Records to use =

--- --- ---

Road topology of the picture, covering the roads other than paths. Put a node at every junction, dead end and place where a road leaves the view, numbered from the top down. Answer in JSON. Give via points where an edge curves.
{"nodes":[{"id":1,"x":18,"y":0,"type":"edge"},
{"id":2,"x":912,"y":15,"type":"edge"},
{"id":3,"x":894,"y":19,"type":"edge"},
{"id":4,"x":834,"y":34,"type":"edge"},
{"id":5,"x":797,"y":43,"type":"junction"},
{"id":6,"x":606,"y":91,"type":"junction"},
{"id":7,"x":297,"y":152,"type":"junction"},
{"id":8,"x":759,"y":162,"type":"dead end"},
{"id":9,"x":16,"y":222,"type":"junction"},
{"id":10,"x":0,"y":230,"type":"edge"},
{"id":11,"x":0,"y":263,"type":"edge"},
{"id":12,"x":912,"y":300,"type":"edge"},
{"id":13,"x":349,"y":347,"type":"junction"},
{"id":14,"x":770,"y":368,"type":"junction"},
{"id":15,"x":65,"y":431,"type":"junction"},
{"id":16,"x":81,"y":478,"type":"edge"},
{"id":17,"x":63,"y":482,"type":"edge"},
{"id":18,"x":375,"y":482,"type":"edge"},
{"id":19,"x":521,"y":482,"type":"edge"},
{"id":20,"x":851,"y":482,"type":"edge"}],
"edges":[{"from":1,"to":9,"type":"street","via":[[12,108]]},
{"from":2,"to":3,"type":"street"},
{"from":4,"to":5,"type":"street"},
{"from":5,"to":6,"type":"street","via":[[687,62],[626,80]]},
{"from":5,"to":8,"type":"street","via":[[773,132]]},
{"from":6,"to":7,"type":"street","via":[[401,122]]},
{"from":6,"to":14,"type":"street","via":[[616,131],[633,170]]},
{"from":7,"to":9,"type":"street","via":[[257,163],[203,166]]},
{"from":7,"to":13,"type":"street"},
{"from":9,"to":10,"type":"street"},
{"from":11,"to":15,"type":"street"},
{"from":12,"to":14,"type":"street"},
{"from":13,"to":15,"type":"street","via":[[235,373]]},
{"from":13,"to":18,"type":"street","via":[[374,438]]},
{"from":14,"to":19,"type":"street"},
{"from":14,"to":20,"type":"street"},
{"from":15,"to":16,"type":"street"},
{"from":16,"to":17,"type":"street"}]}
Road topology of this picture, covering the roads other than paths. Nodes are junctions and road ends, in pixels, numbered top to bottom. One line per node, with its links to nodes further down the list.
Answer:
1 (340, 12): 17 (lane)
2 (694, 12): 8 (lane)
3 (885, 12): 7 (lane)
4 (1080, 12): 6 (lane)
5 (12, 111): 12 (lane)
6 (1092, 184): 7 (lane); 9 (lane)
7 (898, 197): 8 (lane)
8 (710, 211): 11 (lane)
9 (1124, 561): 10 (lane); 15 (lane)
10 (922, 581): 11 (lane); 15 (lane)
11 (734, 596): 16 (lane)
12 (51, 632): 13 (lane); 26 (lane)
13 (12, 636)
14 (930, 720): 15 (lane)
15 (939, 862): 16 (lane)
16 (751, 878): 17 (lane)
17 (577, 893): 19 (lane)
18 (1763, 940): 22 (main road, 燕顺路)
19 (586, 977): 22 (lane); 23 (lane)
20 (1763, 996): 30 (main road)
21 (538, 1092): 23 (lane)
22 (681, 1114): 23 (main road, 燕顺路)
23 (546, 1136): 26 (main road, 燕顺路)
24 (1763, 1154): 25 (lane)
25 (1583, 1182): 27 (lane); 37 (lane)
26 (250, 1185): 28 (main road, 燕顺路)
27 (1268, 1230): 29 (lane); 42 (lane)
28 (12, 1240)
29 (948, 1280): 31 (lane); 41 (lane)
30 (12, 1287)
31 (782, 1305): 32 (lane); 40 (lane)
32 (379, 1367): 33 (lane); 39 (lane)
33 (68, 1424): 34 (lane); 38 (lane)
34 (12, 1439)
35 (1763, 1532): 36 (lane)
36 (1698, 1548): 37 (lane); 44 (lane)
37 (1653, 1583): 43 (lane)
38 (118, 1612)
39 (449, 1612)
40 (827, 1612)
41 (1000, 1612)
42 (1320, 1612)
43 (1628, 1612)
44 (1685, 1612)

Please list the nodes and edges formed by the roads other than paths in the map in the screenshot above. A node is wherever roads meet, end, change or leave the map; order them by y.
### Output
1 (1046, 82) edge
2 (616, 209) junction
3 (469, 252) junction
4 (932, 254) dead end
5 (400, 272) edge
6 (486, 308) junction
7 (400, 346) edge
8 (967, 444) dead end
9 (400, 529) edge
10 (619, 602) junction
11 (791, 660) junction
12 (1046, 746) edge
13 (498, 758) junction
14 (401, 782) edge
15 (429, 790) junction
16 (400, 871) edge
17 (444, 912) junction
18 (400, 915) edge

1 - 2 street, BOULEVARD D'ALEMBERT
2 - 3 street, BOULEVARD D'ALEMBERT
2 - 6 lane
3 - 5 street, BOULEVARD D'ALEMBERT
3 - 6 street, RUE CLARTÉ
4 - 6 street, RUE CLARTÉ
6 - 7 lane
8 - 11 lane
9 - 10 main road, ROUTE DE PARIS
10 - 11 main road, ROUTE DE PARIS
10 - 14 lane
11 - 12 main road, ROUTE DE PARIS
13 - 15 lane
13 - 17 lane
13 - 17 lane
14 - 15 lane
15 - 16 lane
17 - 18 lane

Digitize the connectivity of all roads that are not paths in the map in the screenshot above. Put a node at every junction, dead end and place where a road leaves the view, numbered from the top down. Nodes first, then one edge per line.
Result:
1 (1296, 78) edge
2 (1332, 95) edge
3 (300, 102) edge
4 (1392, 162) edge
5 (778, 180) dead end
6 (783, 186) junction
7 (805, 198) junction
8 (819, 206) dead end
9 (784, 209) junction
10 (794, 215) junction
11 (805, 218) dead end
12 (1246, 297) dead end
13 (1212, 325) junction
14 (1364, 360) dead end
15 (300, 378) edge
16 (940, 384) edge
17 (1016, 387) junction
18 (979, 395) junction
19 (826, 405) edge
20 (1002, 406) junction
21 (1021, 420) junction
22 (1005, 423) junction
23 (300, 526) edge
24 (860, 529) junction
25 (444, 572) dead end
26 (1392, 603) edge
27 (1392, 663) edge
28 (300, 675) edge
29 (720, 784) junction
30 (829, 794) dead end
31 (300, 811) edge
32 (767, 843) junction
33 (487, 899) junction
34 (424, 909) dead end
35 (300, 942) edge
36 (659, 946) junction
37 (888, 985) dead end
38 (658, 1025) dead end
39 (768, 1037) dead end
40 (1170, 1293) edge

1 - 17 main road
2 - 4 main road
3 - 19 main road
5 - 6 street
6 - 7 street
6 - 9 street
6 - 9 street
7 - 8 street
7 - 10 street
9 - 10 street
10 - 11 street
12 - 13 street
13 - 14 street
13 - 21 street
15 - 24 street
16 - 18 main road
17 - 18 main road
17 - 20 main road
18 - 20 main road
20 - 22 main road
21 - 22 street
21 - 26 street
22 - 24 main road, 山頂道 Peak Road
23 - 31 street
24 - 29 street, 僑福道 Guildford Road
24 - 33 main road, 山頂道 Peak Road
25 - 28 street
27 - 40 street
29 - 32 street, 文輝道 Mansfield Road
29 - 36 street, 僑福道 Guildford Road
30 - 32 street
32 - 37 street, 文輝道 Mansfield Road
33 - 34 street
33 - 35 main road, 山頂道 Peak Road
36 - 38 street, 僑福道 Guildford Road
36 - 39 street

--- --- ---

What you will do =
Top to bottom, transcribe every line above exactly.

Response =
Road topology of the picture, covering the roads other than paths. Put a node at every junction, dead end and place where a road leaves the view, numbered from the top down. Answer in JSON. Give via points where an edge curves.
{"nodes":[{"id":1,"x":18,"y":0,"type":"edge"},
{"id":2,"x":912,"y":15,"type":"edge"},
{"id":3,"x":894,"y":19,"type":"edge"},
{"id":4,"x":834,"y":34,"type":"edge"},
{"id":5,"x":797,"y":43,"type":"junction"},
{"id":6,"x":606,"y":91,"type":"junction"},
{"id":7,"x":297,"y":152,"type":"junction"},
{"id":8,"x":759,"y":162,"type":"dead end"},
{"id":9,"x":16,"y":222,"type":"junction"},
{"id":10,"x":0,"y":230,"type":"edge"},
{"id":11,"x":0,"y":263,"type":"edge"},
{"id":12,"x":912,"y":300,"type":"edge"},
{"id":13,"x":349,"y":347,"type":"junction"},
{"id":14,"x":770,"y":368,"type":"junction"},
{"id":15,"x":65,"y":431,"type":"junction"},
{"id":16,"x":81,"y":478,"type":"edge"},
{"id":17,"x":63,"y":482,"type":"edge"},
{"id":18,"x":375,"y":482,"type":"edge"},
{"id":19,"x":521,"y":482,"type":"edge"},
{"id":20,"x":851,"y":482,"type":"edge"}],
"edges":[{"from":1,"to":9,"type":"street","via":[[12,108]]},
{"from":2,"to":3,"type":"street"},
{"from":4,"to":5,"type":"street"},
{"from":5,"to":6,"type":"street","via":[[687,62],[626,80]]},
{"from":5,"to":8,"type":"street","via":[[773,132]]},
{"from":6,"to":7,"type":"street","via":[[401,122]]},
{"from":6,"to":14,"type":"street","via":[[616,131],[633,170]]},
{"from":7,"to":9,"type":"street","via":[[257,163],[203,166]]},
{"from":7,"to":13,"type":"street"},
{"from":9,"to":10,"type":"street"},
{"from":11,"to":15,"type":"street"},
{"from":12,"to":14,"type":"street"},
{"from":13,"to":15,"type":"street","via":[[235,373]]},
{"from":13,"to":18,"type":"street","via":[[374,438]]},
{"from":14,"to":19,"type":"street"},
{"from":14,"to":20,"type":"street"},
{"from":15,"to":16,"type":"street"},
{"from":16,"to":17,"type":"street"}]}
Road topology of this picture, covering the roads other than paths. Nodes are junctions and road ends, in pixels, numbered top to bottom. One line per node, with its links to nodes further down the list.
Answer:
1 (340, 12): 17 (lane)
2 (694, 12): 8 (lane)
3 (885, 12): 7 (lane)
4 (1080, 12): 6 (lane)
5 (12, 111): 12 (lane)
6 (1092, 184): 7 (lane); 9 (lane)
7 (898, 197): 8 (lane)
8 (710, 211): 11 (lane)
9 (1124, 561): 10 (lane); 15 (lane)
10 (922, 581): 11 (lane); 15 (lane)
11 (734, 596): 16 (lane)
12 (51, 632): 13 (lane); 26 (lane)
13 (12, 636)
14 (930, 720): 15 (lane)
15 (939, 862): 16 (lane)
16 (751, 878): 17 (lane)
17 (577, 893): 19 (lane)
18 (1763, 940): 22 (main road, 燕顺路)
19 (586, 977): 22 (lane); 23 (lane)
20 (1763, 996): 30 (main road)
21 (538, 1092): 23 (lane)
22 (681, 1114): 23 (main road, 燕顺路)
23 (546, 1136): 26 (main road, 燕顺路)
24 (1763, 1154): 25 (lane)
25 (1583, 1182): 27 (lane); 37 (lane)
26 (250, 1185): 28 (main road, 燕顺路)
27 (1268, 1230): 29 (lane); 42 (lane)
28 (12, 1240)
29 (948, 1280): 31 (lane); 41 (lane)
30 (12, 1287)
31 (782, 1305): 32 (lane); 40 (lane)
32 (379, 1367): 33 (lane); 39 (lane)
33 (68, 1424): 34 (lane); 38 (lane)
34 (12, 1439)
35 (1763, 1532): 36 (lane)
36 (1698, 1548): 37 (lane); 44 (lane)
37 (1653, 1583): 43 (lane)
38 (118, 1612)
39 (449, 1612)
40 (827, 1612)
41 (1000, 1612)
42 (1320, 1612)
43 (1628, 1612)
44 (1685, 1612)

Please list the nodes and edges formed by the roads other than paths in the map in the screenshot above. A node is wherever roads meet, end, change or leave the map; order them by y.
### Output
1 (1046, 82) edge
2 (616, 209) junction
3 (469, 252) junction
4 (932, 254) dead end
5 (400, 272) edge
6 (486, 308) junction
7 (400, 346) edge
8 (967, 444) dead end
9 (400, 529) edge
10 (619, 602) junction
11 (791, 660) junction
12 (1046, 746) edge
13 (498, 758) junction
14 (401, 782) edge
15 (429, 790) junction
16 (400, 871) edge
17 (444, 912) junction
18 (400, 915) edge

1 - 2 street, BOULEVARD D'ALEMBERT
2 - 3 street, BOULEVARD D'ALEMBERT
2 - 6 lane
3 - 5 street, BOULEVARD D'ALEMBERT
3 - 6 street, RUE CLARTÉ
4 - 6 street, RUE CLARTÉ
6 - 7 lane
8 - 11 lane
9 - 10 main road, ROUTE DE PARIS
10 - 11 main road, ROUTE DE PARIS
10 - 14 lane
11 - 12 main road, ROUTE DE PARIS
13 - 15 lane
13 - 17 lane
13 - 17 lane
14 - 15 lane
15 - 16 lane
17 - 18 lane

Digitize the connectivity of all roads that are not paths in the map in the screenshot above. Put a node at every junction, dead end and place where a road leaves the view, numbered from the top down. Nodes first, then one edge per line.
Result:
1 (1296, 78) edge
2 (1332, 95) edge
3 (300, 102) edge
4 (1392, 162) edge
5 (778, 180) dead end
6 (783, 186) junction
7 (805, 198) junction
8 (819, 206) dead end
9 (784, 209) junction
10 (794, 215) junction
11 (805, 218) dead end
12 (1246, 297) dead end
13 (1212, 325) junction
14 (1364, 360) dead end
15 (300, 378) edge
16 (940, 384) edge
17 (1016, 387) junction
18 (979, 395) junction
19 (826, 405) edge
20 (1002, 406) junction
21 (1021, 420) junction
22 (1005, 423) junction
23 (300, 526) edge
24 (860, 529) junction
25 (444, 572) dead end
26 (1392, 603) edge
27 (1392, 663) edge
28 (300, 675) edge
29 (720, 784) junction
30 (829, 794) dead end
31 (300, 811) edge
32 (767, 843) junction
33 (487, 899) junction
34 (424, 909) dead end
35 (300, 942) edge
36 (659, 946) junction
37 (888, 985) dead end
38 (658, 1025) dead end
39 (768, 1037) dead end
40 (1170, 1293) edge

1 - 17 main road
2 - 4 main road
3 - 19 main road
5 - 6 street
6 - 7 street
6 - 9 street
6 - 9 street
7 - 8 street
7 - 10 street
9 - 10 street
10 - 11 street
12 - 13 street
13 - 14 street
13 - 21 street
15 - 24 street
16 - 18 main road
17 - 18 main road
17 - 20 main road
18 - 20 main road
20 - 22 main road
21 - 22 street
21 - 26 street
22 - 24 main road, 山頂道 Peak Road
23 - 31 street
24 - 29 street, 僑福道 Guildford Road
24 - 33 main road, 山頂道 Peak Road
25 - 28 street
27 - 40 street
29 - 32 street, 文輝道 Mansfield Road
29 - 36 street, 僑福道 Guildford Road
30 - 32 street
32 - 37 street, 文輝道 Mansfield Road
33 - 34 street
33 - 35 main road, 山頂道 Peak Road
36 - 38 street, 僑福道 Guildford Road
36 - 39 street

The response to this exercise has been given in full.